→ Required action: Locate "thumb ip: (301, 447)" in the data below, then output the line it is on and all following lines through the last, word for word. Skip any pictures.

[Items from a dataset]
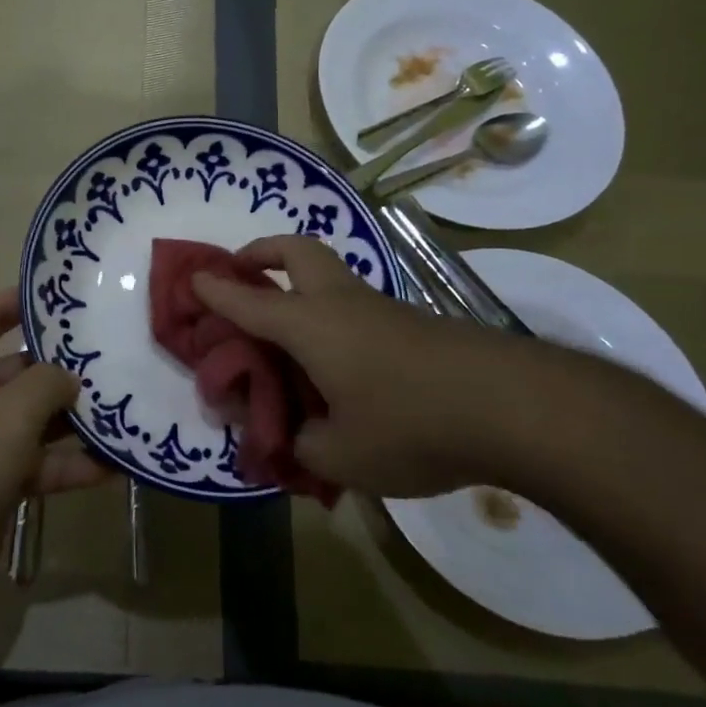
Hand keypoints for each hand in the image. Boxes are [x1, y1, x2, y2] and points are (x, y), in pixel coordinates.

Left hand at [0, 286, 109, 622]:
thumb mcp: (4, 415)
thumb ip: (45, 384)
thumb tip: (71, 377)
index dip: (21, 301)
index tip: (67, 295)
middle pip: (21, 370)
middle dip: (65, 367)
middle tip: (117, 356)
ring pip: (36, 420)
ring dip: (77, 419)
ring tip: (127, 406)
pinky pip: (41, 464)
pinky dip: (73, 465)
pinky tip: (117, 464)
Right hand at [190, 235, 541, 496]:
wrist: (513, 406)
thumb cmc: (410, 425)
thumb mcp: (341, 456)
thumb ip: (301, 447)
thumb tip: (288, 440)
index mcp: (310, 325)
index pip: (249, 300)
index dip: (216, 288)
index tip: (192, 277)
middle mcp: (340, 303)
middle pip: (297, 249)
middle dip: (262, 250)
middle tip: (244, 269)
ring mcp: (381, 308)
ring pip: (330, 274)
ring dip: (300, 282)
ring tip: (288, 327)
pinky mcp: (413, 323)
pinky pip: (356, 305)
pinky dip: (332, 315)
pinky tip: (341, 362)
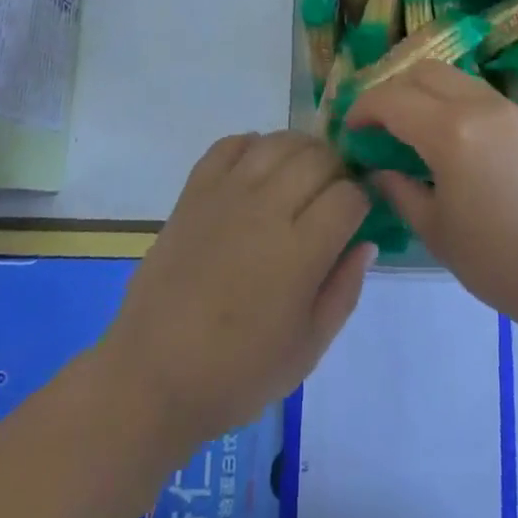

→ Solved exercise:
thumb ip: (301, 447)
thumb tip: (288, 440)
index mcp: (310, 325)
index pip: (249, 300)
index dip: (216, 288)
index tip: (192, 277)
middle mcp: (340, 303)
middle pip: (297, 249)
middle dip: (262, 250)
middle tip: (244, 269)
ring mcp: (381, 308)
ring pip: (330, 274)
ring dip: (300, 282)
ring tip: (288, 327)
pinky mcp: (413, 323)
pinky pip: (356, 305)
pinky dip: (332, 315)
pinky tip: (341, 362)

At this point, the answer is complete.